Die Schieflage oder Pleite eines einzelnen Fonds kann – je nach Vertriebsaktivität – leicht zu einer sechsstelligen Schadenssumme für die Bank führen. Häufig war es in der Vergangenheit der Fall, dass mehrere gleichartige Schiffsfonds mit jeweils großem Kommanditkapital über einen längeren Zeitraum vertrieben wurden. Die Finanz- und Wirtschaftskrise hat außerdem gezeigt, dass auch die im Bereich der Vermögensstrukturierung allgemein anerkannte und angewandte Portfoliotheorie nach Markowitz ihre Grenzen hat. Auch in gut strukturierten Portfolios konnten sich große Risiken aufsummieren. Geraten also ein oder gar mehrere Schiffsmarktsegmente und/oder „systemrelevante“ Charterer (auch hier gab es bereits Insolvenzen, zum Beispiel Korea Line oder Sanko) in existenzielle Probleme, kann sich das Schadensersatzrisiko für die Bank innerhalb kurzer Zeit zu einem siebenstelligen Bereich aufbauen.

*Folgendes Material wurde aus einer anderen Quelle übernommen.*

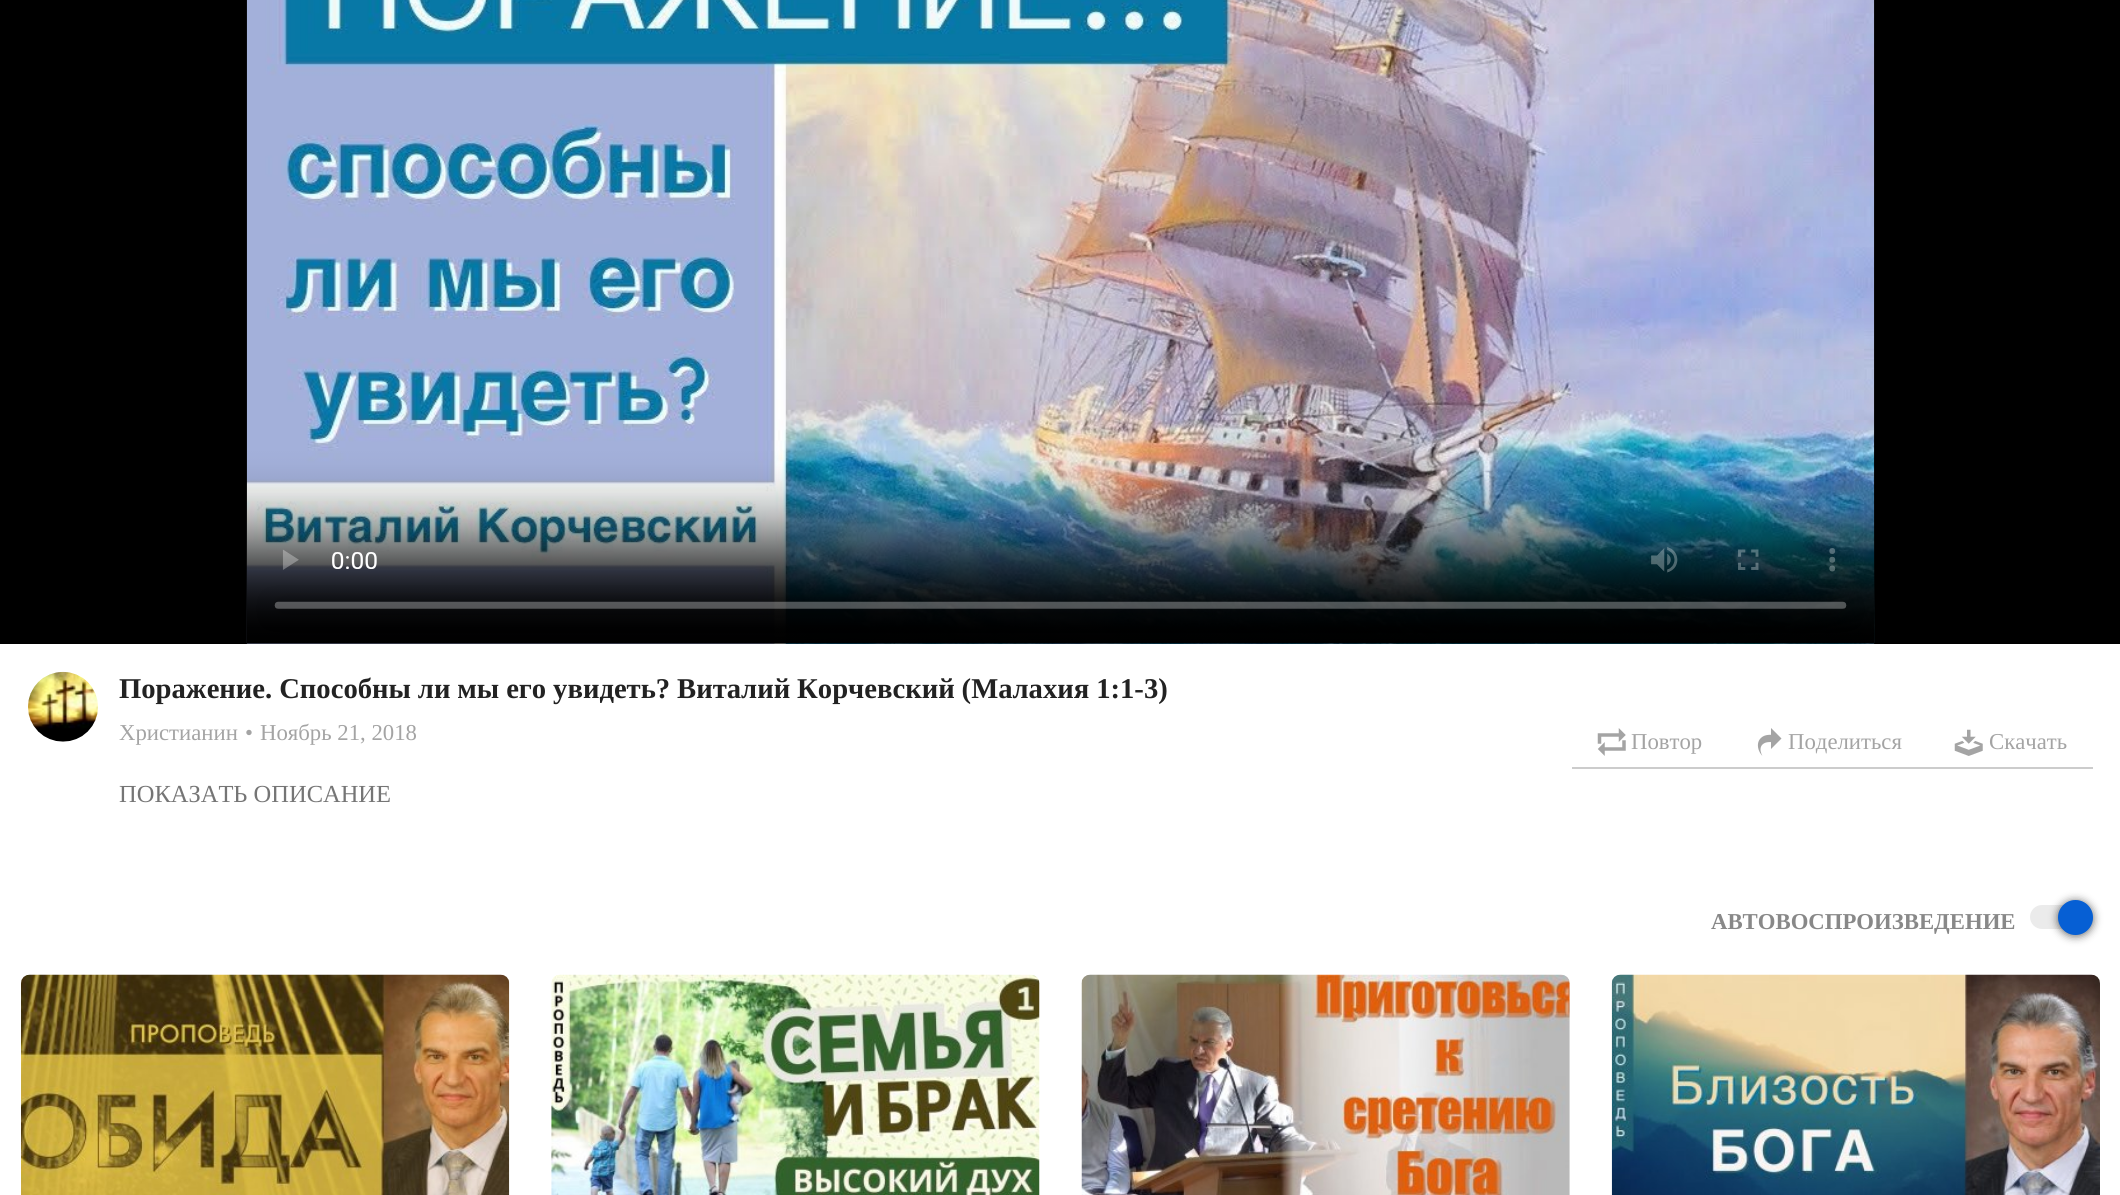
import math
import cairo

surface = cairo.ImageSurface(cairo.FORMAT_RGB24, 2120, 1195)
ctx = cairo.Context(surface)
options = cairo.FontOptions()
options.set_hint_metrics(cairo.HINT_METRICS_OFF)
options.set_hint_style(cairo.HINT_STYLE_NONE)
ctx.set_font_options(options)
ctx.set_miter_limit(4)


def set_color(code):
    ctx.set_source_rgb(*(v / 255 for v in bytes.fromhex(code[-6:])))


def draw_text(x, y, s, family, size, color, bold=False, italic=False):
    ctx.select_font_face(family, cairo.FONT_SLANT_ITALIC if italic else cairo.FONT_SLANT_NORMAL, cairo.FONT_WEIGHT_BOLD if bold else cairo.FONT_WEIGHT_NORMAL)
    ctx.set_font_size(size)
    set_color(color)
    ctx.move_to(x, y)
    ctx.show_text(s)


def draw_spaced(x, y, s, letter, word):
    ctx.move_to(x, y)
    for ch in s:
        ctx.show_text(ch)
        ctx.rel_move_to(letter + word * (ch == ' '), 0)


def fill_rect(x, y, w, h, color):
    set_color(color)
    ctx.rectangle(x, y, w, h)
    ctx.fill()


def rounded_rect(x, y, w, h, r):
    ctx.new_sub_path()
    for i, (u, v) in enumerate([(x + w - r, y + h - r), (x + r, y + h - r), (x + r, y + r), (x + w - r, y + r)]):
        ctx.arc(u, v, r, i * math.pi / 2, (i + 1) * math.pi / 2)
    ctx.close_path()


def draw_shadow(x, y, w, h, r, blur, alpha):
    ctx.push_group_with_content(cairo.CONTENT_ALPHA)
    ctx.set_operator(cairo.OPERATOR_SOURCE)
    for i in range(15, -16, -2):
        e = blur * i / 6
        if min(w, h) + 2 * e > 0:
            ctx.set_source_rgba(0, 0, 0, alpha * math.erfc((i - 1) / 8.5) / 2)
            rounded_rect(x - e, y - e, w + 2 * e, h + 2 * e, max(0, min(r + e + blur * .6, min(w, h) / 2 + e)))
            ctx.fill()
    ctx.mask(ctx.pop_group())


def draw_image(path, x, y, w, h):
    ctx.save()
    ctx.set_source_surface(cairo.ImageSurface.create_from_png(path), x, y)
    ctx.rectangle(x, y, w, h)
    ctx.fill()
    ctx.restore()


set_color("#ffffff")
ctx.paint()
fill_rect(0, 0, 2120, 644, "#000000")
draw_image("assets/img1.png", 246, 0, 1629, 644)
draw_image("assets/img2.png", 28, 671, 70, 71)
ctx.select_font_face("Liberation Serif", cairo.FONT_SLANT_NORMAL, cairo.FONT_WEIGHT_BOLD)
ctx.set_font_size(28.65)
set_color("#222222")
draw_spaced(119, 698, "Поражение. Способны ли мы его увидеть? Виталий Корчевский (Малахия 1:1-3)", 0, -0.25)
draw_text(119, 740, "Христианин", "Liberation Serif", 22.75, "#a4a4a4")
draw_text(245, 740, "•", "Liberation Serif", 22.75, "#a4a4a4")
draw_text(260, 740, "Ноябрь 21, 2018", "Liberation Serif", 22.75, "#a4a4a4")
fill_rect(1572, 767, 521, 2, "#cccccc")
draw_image("assets/img3.png", 1597, 728, 29, 28)
draw_text(1631, 749, "Повтор", "Liberation Serif", 22.75, "#a4a4a4")
draw_image("assets/img4.png", 1757, 728, 25, 28)
draw_text(1788, 749, "Поделиться", "Liberation Serif", 22.75, "#a4a4a4")
draw_image("assets/img5.png", 1954, 729, 29, 27)
draw_text(1989, 749, "Скачать", "Liberation Serif", 22.75, "#a4a4a4")
draw_text(119, 802, "ПОКАЗАТЬ ОПИСАНИЕ", "Liberation Serif", 24.5, "#757575")
draw_text(1711, 929, "АВТОВОСПРОИЗВЕДЕНИЕ", "Liberation Serif", 22.75, "#888888", bold=True)
set_color("#ebebeb")
rounded_rect(2030, 905, 63, 24, 12)
ctx.fill()
set_color("#000000")
draw_shadow(2058, 901, 35, 35, 17.5, 4.5, 0.6)
set_color("#065fd4")
ctx.arc(2075.5, 917.5, 17.5, 0, 2 * math.pi)
ctx.fill()
draw_image("assets/img6.png", 21, 974, 489, 221)
draw_image("assets/img7.png", 551, 974, 489, 221)
draw_image("assets/img8.png", 1081, 974, 489, 221)
draw_image("assets/img9.png", 1611, 974, 489, 221)
surface.write_to_png("output.png")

Für die Bemessung des Drohrisikos ist nicht allein maßgeblich, dass bei einem Schiffsfonds bereits massive Schwierigkeiten oder gar die Insolvenz vorliegen. Es genügt bereits, dass der Fonds wesentlich hinter seinen prospektierten Werten zurückliegt und keine kurz- bis mittelfristige Verbesserung des Ergebnisses wahrscheinlich ist. Der Investor kann auch in diesem Fall mit dem Gedanken spielen, die frühere Anlageentscheidung rückgängig machen zu wollen.
Die beschriebenen Risiken sind geeignet, den Bankgewinn in einem oder gar mehreren Jahren hintereinander wesentlich negativ zu beeinflussen. Manch ein Institut könnte gar gezwungen sein, Reserven aufzulösen, um die gewohnte Dividende auf die Geschäftsguthaben noch darstellen zu können. Es erscheint sehr unwahrscheinlich, dass die Banken für den diskutierten Risikokomplex heute bereits ausreichend bilanzielle Vorsorge getroffen haben.

Ein Lösungsansatz

Wie soll sich eine Bank mit einem Portfolio aus notleidenden Schiffsfonds intern sowie gegenüber den betroffenen Kunden verhalten? Ein konkretes Beispiel mit einzelnen Maßnahmen folgt hierzu aus der Praxis.

Die Ausgangssituation

Eine mittelgroße Genossenschaftsbank hatte sich Anfang 2012 entschieden, sämtliche Risiken im Produktsegment „Geschlossene Fonds“ (insbesondere Schiffsbeteiligungen) vollständig zu quantifizieren und diese pro-aktiv zu minimieren. Im Frühjahr hatte die Bank eine Leistungsbilanz über alle geschlossenen Fonds erhalten, die sie bisher über ihren Großvertriebspartner platziert hatte. Bei Prüfung der Bilanz durch den Sachverständigen stellte sich heraus, dass einige der Schiffsfonds, die noch als weitgehend „im Plan“ geführt waren, sich bereits in einer kritischen Situation befanden, dies noch nicht entsprechend an Anleger und Vertrieb kommuniziert, aber kurzfristig absehbar war. Bei den als „unter Plan“ geführten Fonds war die Bandbreite sehr groß, von Fonds, die nur einige Prozent Ausschüttung unter Prospektkalkulation ausgezahlt hatten, bis hin zu Fonds, die kurz vor dem Totalverlust standen. Es drohte grundsätzlich die Gefahr, dass ein Kunde in Abständen von Wochen und Monaten über weitere Verschlechterungen oder gar neue Schieflagen des Fonds informiert werden musste. Die Beratungsleistung würde beim Kunden einen schlechten Eindruck hinterlassen, da die Bank bzw. der Berater offensichtlich nicht qualifiziert genug war, die Situation aller Fonds richtig einschätzen und prognostizieren zu können. Generell ist es auch unter psychologischen Aspekten vorteilhaft, alle Risiken – auch die kurz- bis mittelfristig noch drohenden – gleich zu Anfang darzulegen, um den Anleger auf kommende schlechte Nachrichten besser vorzubereiten.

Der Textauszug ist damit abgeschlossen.